For first time since World War II, US national debt now larger than its economy

Geekette 41 points 46 comments May 01, 2026
fortune.com · View on Hacker News

Discussion Highlights (6 comments)

sharemywin

good thing the current administration was basically elected to fix it. how's that going?

rayiner

America can’t solve this problem democratically. Trump has taught the GOP you can win elections through targeted bribery (e.g. No Taxes on Tips), avoiding hard decisions (e.g. no cuts to entitlements), and distracting people with expensive spectacle. Meanwhile, Democrats are a collection of interest groups held together by patronage. In the recent election, Democrats were knee-capped because inflation made it impossible to promise expensive new programs. With expanding benefits off the table as a carrot, Trump was able to make big gains among Democrat groups (e.g. Bangladeshi immigrants in Queens, Muslim immigrants in Michigan) that lean more conservative on issues other than government welfare. That leaves everyone dealing in fictions: the fiction that you can reduce debt by cutting taxes, the fiction you can reduce debt by increasing spending, and fictions about how much you really balance the books by targeting only “billionaires” instead of taxing the middle class.

fallingfrog

The debt can be inflated away (which is the only plausible way this is going to go) but it might cause the dollar to be dropped as the world reserve currency.
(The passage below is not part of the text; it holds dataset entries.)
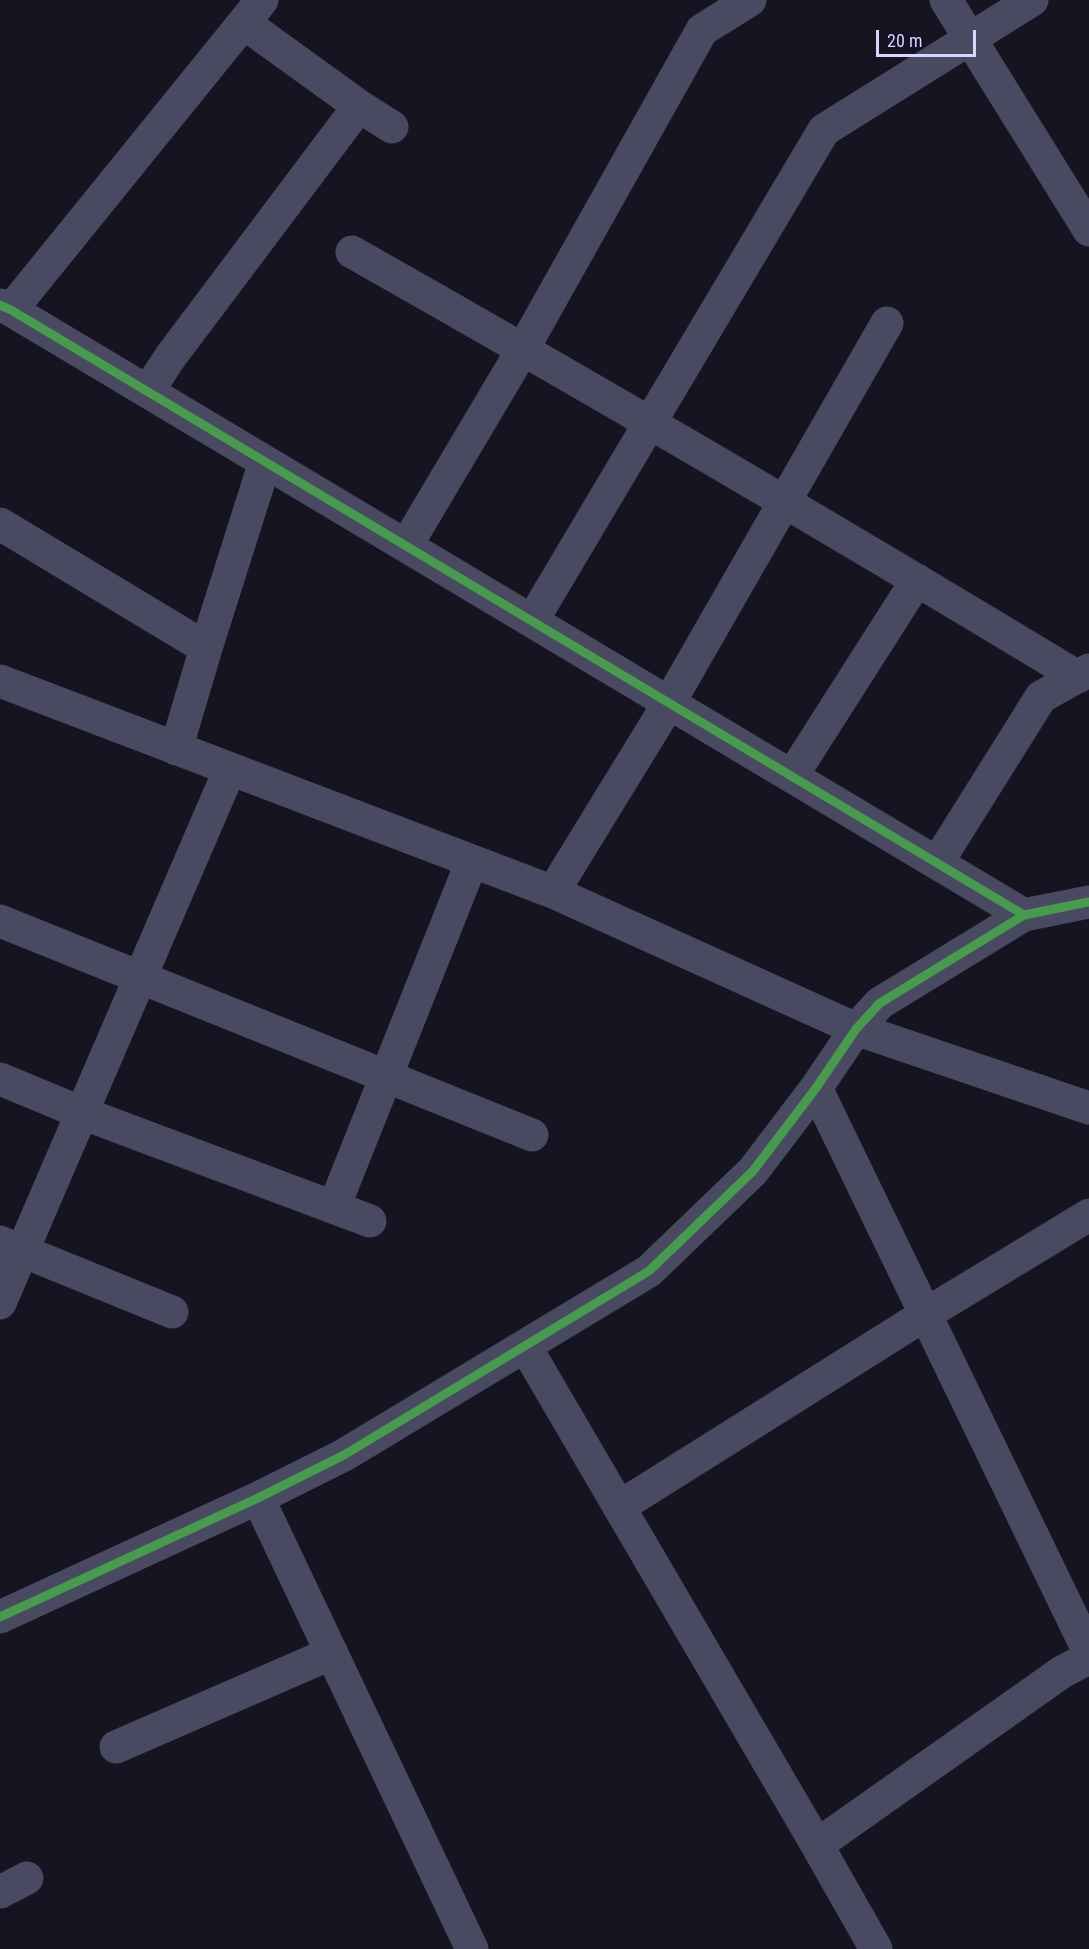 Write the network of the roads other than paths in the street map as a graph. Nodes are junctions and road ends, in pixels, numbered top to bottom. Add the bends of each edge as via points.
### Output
1 (750, 0) edge
2 (946, 0) edge
3 (1032, 0) edge
4 (253, 11) edge
5 (970, 38) junction
6 (359, 106) junction
7 (392, 127) dead end
8 (1089, 231) edge
9 (352, 252) dead end
10 (6, 307) edge
11 (887, 323) dead end
12 (523, 349) junction
13 (148, 391) junction
14 (650, 422) junction
15 (265, 462) junction
16 (784, 501) junction
17 (0, 524) edge
18 (406, 546) junction
19 (917, 579) junction
20 (532, 621) junction
21 (206, 648) junction
22 (1083, 674) edge
23 (0, 681) edge
24 (669, 702) junction
25 (176, 749) junction
26 (230, 769) junction
27 (792, 776) junction
28 (472, 861) junction
29 (937, 863) junction
30 (553, 892) junction
31 (1089, 902) edge
32 (1024, 915) junction
33 (0, 921) edge
34 (141, 976) junction
35 (856, 1029) junction
36 (387, 1075) junction
37 (0, 1079) edge
38 (816, 1088) junction
39 (1089, 1108) edge
40 (82, 1113) junction
41 (532, 1135) dead end
42 (334, 1207) junction
43 (1089, 1215) edge
44 (370, 1221) dead end
45 (11, 1246) edge
46 (0, 1303) edge
47 (172, 1312) dead end
48 (926, 1314) junction
49 (525, 1346) junction
50 (258, 1498) junction
51 (619, 1507) junction
52 (0, 1617) edge
53 (1089, 1652) edge
54 (332, 1653) junction
55 (1089, 1658) edge
56 (116, 1747) dead end
57 (817, 1845) junction
58 (472, 1949) edge
59 (876, 1949) edge

1 - 12 street via 702,30
2 - 5 street
3 - 5 street
4 - 6 street
4 - 10 street
5 - 8 street
5 - 14 street via 824,130
6 - 7 street
6 - 13 street
9 - 12 street
10 - 13 street
11 - 16 street
12 - 14 street
12 - 18 street
13 - 15 street
14 - 16 street
14 - 20 street
15 - 18 street
15 - 21 street
16 - 19 street
16 - 24 street
17 - 21 street
18 - 20 street
19 - 22 street
19 - 27 street
20 - 24 street
21 - 25 street
22 - 29 street via 1041,697
23 - 25 street
24 - 27 street
24 - 30 street
25 - 26 street
26 - 28 street
26 - 34 street
27 - 29 street
28 - 30 street
28 - 36 street
29 - 32 street
30 - 35 street
31 - 32 street
32 - 35 street via 880,1003
33 - 34 street
34 - 36 street
34 - 40 street
35 - 38 street
35 - 39 street
36 - 41 street
36 - 42 street
37 - 40 street
38 - 48 street
38 - 49 street via 753,1171 649,1271
40 - 42 street
40 - 45 street
42 - 44 street
43 - 48 street
45 - 46 street
45 - 47 street
48 - 51 street
48 - 53 street
49 - 50 street via 344,1455
49 - 51 street
50 - 52 street
50 - 54 street
51 - 57 street
54 - 56 street
54 - 58 street
55 - 57 street via 1062,1672
57 - 59 street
I don't know for sure what happens in that case.. I suspect that imports would become enormously more expensive, which would reveal the catastrophic erosion in worker rights and pay due to neoliberalism. People would be suddenly aware of how much less they are making and how much more the wealthy are taking than was the case 40 years ago. This in turn might result in political instability. But who knows.

bcjdjsndon

America teeters on the edge like Britain prior to ww2...one more military overstep and it's over for you

oa335

History doesn't repeat but it rhymes. Roman emperors starting with Marcus Aurelius began devaluing their currency to pay for endless war, and to a lesser extent, free bread; i believe that is the principle cause of the decline of Roman empire.

jjk166

There's nothing particularly special about the debt being larger than GDP. GDP is not income and debt is paid over time. For context, China has a Government Debt to GDP ratio of 96%, the UK is at 94%, France at 116%, Japan is at 263%.